_Available data_
════

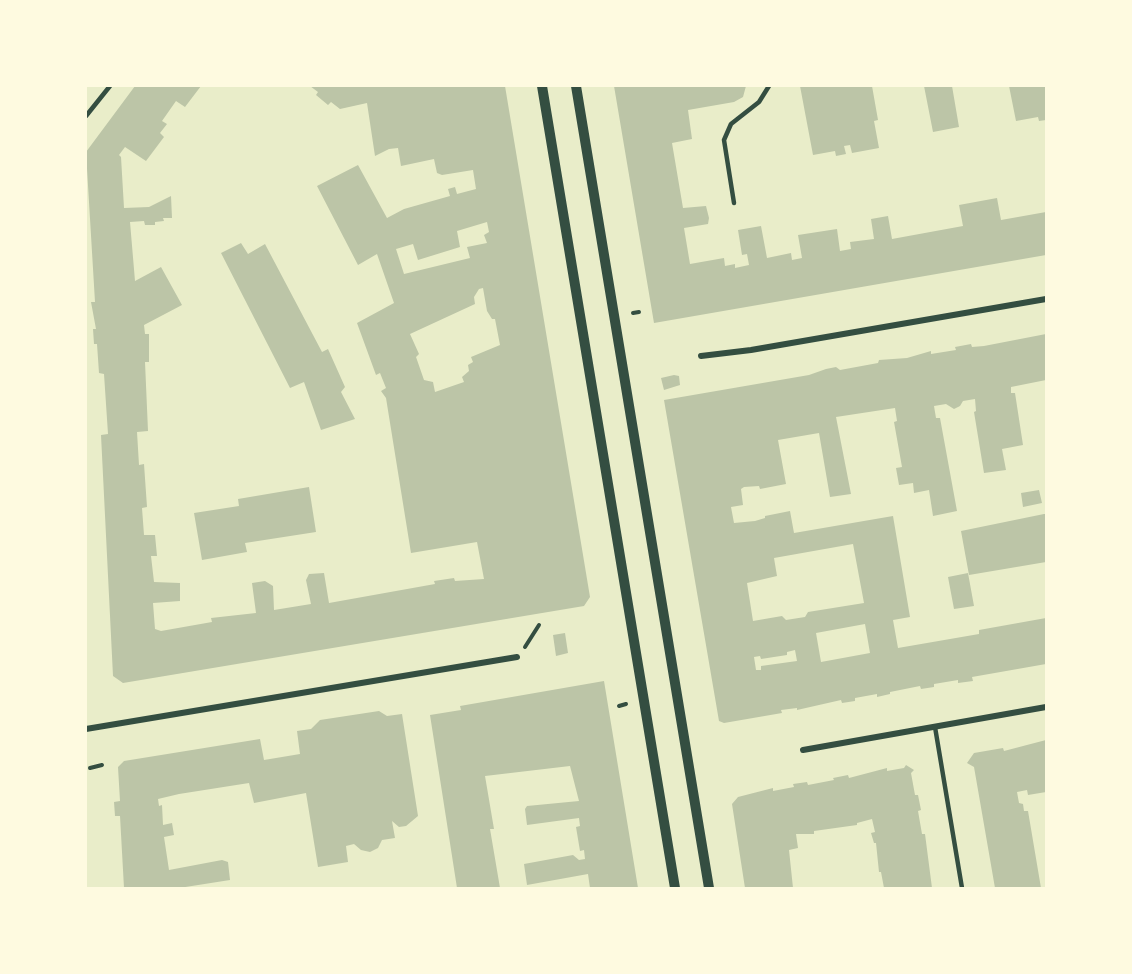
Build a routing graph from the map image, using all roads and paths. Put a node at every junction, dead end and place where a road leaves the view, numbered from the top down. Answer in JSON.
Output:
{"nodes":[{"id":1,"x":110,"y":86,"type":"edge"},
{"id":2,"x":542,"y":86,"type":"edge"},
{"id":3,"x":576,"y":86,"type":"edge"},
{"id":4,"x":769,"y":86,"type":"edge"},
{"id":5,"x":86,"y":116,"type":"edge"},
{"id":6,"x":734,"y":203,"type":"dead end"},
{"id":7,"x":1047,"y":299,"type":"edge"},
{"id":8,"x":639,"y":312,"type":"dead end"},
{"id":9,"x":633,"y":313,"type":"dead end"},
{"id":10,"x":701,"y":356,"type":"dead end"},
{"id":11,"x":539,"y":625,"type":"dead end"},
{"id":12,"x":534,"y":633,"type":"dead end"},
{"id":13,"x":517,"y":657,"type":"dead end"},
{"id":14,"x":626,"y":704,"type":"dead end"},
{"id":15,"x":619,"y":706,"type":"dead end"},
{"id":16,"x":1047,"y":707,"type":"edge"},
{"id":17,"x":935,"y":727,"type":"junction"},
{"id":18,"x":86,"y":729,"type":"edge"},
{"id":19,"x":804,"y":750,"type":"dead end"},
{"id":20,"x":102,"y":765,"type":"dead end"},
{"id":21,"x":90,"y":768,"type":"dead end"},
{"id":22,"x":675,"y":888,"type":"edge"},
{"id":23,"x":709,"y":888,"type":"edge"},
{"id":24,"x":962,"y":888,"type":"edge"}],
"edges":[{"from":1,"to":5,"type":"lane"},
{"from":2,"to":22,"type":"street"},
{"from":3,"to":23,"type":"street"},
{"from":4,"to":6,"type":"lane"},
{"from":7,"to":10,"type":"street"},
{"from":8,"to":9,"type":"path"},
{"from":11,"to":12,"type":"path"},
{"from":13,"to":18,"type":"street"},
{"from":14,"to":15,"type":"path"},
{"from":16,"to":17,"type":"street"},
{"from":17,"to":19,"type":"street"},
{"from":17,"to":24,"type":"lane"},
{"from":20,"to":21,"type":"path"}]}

════

_What the task requires_
The expected result is every line from the material above that includes "street".

_Problem solution_
{"from":2,"to":22,"type":"street"},
{"from":3,"to":23,"type":"street"},
{"from":7,"to":10,"type":"street"},
{"from":13,"to":18,"type":"street"},
{"from":16,"to":17,"type":"street"},
{"from":17,"to":19,"type":"street"},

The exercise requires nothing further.